The benefits of tissue harmonic imaging were first observed in work geared toward imaging of US contrast materials. The term harmonic refers to frequencies that are integral multiples of the frequency of the transmitted pulse (which is also called the fundamental frequency or first harmonic) [9]. The second harmonic has a frequency of twice the fundamental. As an ultrasound pulse travels through tissues, the shape of the original wave is distorted from a perfect sinusoid to a “sharper,” more peaked, saw- tooth shape. This distorted wave in turn generates reflected echoes of several different frequencies of many higher-order harmonics. Modern ultrasound units use not only a fundamental frequency but also its second harmonic component. This often results in the reduction of artifacts and clutter in the near-surface tissues. Harmonic imaging is considered to be most useful in “technically difficult” patients with thick and complicated body wall structures.

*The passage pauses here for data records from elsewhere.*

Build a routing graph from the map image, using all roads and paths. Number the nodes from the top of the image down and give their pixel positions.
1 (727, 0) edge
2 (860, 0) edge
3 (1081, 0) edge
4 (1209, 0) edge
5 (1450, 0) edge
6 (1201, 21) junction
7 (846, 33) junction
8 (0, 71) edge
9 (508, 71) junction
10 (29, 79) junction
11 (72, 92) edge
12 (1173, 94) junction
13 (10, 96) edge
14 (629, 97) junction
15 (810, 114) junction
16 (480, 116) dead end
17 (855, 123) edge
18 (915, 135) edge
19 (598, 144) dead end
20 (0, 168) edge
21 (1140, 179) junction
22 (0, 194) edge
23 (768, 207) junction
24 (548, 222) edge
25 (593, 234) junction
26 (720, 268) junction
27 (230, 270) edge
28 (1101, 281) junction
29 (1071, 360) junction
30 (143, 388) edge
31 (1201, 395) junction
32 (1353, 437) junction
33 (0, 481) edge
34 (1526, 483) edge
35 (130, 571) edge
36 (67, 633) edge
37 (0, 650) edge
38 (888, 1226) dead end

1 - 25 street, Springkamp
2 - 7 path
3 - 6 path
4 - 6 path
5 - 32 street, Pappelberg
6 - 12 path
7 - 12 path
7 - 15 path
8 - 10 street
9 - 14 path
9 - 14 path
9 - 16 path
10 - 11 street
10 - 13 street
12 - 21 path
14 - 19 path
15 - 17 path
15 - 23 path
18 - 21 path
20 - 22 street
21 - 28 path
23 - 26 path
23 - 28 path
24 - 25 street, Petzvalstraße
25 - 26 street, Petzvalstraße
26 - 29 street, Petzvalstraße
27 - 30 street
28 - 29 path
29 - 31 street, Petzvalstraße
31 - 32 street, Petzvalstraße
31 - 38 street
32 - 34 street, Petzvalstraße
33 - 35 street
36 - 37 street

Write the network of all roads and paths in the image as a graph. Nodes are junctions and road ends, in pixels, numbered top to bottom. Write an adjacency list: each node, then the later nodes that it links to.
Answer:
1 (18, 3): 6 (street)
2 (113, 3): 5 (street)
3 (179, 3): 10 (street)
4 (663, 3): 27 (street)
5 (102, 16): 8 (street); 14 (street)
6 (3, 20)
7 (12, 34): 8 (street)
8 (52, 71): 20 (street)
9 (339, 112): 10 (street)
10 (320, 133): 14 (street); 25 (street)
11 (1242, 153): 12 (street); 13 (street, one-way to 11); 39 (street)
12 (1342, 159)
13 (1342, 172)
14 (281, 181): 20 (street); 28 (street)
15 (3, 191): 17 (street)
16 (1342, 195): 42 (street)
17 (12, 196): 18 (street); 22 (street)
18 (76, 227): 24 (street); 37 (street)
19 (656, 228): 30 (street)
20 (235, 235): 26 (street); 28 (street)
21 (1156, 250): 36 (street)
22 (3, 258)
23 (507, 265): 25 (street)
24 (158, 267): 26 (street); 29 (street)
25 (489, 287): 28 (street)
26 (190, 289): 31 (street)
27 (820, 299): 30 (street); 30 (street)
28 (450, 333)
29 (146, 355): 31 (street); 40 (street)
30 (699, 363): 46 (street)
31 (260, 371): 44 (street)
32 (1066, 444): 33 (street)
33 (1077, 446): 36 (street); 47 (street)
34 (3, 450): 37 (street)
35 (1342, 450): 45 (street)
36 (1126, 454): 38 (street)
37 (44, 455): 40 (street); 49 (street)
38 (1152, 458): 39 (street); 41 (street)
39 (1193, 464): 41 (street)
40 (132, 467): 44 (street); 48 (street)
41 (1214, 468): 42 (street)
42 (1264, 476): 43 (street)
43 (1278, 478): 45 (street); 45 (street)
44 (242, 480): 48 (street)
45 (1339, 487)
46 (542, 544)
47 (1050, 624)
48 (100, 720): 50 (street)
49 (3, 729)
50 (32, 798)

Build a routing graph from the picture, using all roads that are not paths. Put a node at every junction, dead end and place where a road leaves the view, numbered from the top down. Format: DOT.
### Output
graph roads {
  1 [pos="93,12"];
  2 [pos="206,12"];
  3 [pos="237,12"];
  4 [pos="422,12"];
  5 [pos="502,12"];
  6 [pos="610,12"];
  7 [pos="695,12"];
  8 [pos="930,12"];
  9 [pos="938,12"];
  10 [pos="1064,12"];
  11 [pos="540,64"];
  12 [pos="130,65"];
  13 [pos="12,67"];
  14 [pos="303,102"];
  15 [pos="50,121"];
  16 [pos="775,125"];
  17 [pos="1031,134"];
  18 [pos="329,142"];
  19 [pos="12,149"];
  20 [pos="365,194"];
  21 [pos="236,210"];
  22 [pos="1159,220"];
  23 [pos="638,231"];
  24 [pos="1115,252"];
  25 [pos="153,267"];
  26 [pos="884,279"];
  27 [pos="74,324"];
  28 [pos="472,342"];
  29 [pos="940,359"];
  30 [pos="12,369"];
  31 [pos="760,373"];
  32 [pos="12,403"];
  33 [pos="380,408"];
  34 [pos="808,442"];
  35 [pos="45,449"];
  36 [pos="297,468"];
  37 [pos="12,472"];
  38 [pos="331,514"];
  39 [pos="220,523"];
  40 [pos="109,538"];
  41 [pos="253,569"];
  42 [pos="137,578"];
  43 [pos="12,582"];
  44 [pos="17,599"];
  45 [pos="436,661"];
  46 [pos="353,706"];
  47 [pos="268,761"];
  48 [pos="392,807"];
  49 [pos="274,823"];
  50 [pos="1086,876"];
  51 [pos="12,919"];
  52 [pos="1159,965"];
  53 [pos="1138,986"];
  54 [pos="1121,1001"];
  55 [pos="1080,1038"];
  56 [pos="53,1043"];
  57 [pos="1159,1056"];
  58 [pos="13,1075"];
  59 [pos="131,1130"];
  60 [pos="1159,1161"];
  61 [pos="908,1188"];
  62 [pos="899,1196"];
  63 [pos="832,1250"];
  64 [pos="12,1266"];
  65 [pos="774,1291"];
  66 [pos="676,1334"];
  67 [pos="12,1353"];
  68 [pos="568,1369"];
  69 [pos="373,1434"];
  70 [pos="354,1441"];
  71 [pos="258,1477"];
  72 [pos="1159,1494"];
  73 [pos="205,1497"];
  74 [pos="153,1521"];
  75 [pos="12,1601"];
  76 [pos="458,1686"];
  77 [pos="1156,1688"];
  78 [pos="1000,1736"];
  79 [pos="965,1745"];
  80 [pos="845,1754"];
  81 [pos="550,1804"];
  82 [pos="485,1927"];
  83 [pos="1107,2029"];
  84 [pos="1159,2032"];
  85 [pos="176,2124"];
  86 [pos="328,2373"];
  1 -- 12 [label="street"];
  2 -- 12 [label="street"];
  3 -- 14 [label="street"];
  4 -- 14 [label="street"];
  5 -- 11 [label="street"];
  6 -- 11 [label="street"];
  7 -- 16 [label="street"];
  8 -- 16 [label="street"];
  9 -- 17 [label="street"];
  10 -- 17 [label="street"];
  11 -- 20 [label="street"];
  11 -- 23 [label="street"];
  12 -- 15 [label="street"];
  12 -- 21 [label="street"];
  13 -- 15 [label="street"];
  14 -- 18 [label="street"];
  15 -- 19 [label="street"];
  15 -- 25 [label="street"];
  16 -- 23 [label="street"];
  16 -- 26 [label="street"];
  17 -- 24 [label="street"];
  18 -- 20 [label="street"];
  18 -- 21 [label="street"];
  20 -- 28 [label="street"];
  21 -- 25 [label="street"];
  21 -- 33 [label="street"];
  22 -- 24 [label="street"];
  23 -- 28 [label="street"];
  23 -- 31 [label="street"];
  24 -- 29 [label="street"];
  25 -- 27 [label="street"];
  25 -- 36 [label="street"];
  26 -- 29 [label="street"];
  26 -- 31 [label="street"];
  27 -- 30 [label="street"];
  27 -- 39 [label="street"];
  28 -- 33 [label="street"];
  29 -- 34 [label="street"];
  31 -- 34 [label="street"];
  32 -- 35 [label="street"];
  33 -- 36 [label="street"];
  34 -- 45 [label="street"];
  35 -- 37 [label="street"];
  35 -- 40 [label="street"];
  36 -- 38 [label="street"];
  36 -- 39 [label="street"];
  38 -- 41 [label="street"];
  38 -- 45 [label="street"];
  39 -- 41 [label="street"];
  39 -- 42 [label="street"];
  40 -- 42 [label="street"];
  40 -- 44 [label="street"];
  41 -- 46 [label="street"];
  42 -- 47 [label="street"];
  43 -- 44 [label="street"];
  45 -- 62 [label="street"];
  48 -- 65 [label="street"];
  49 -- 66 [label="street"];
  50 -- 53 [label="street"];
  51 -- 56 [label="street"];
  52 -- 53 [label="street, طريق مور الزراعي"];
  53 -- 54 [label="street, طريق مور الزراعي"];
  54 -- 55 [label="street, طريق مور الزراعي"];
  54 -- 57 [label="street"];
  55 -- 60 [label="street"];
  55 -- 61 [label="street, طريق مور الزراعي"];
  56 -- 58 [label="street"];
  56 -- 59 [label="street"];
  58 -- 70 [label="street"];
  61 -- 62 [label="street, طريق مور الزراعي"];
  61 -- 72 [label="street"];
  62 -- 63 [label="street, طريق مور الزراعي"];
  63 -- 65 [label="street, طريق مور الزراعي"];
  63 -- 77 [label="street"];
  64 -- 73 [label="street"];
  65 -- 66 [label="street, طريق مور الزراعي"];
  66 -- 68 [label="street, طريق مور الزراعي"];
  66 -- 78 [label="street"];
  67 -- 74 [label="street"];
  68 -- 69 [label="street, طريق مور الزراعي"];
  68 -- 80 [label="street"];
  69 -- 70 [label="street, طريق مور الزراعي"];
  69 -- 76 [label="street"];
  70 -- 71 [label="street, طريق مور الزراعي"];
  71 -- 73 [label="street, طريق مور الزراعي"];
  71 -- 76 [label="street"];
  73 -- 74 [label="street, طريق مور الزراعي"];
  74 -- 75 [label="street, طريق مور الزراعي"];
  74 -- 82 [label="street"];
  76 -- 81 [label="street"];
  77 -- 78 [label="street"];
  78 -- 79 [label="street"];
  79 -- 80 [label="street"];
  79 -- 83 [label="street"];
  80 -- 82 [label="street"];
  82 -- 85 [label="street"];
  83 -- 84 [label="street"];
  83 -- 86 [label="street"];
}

Spatial compound imaging (or multibeam imaging) refers to the electronic steering of ultrasound beams from an array transducer to image the same tissue multiple times by using parallel beams oriented along with different directions [10]. The echoes from these different directions are then averaged together (compounded) into a single composite image. The use of multiple beams results in an averaging out of speckles, making the image look less “grainy” and increasing the lateral resolution. Spatial compound images often show reduced levels of “noise” and “clutter” as well as improved contrast and margin definition. Because multiple ultrasound beams are used to interrogate the same tissue region, more time is required for data acquisition and the compound imaging frame rate is generally reduced compared with that of conventional B-mode imaging.
6. CONCLUSION
US is relatively inexpensive, portable, safe, and real time in nature. These characteristics and continued improvements in image quality and resolution have expanded the use of US to many areas in medicine beyond traditional diagnostic imaging applications. In particular, its use to assist or guide interventional procedures is growing. Regional anesthesia and pain medicine procedures are some of the areas of current growth. Modern US equipment is based on many of the same fundamental principles employed in the initial devices used over 50 years ago. The understanding of these basic physical principles can help the anesthesiologist and pain practitioner better understand this new tool and use it to its full potential.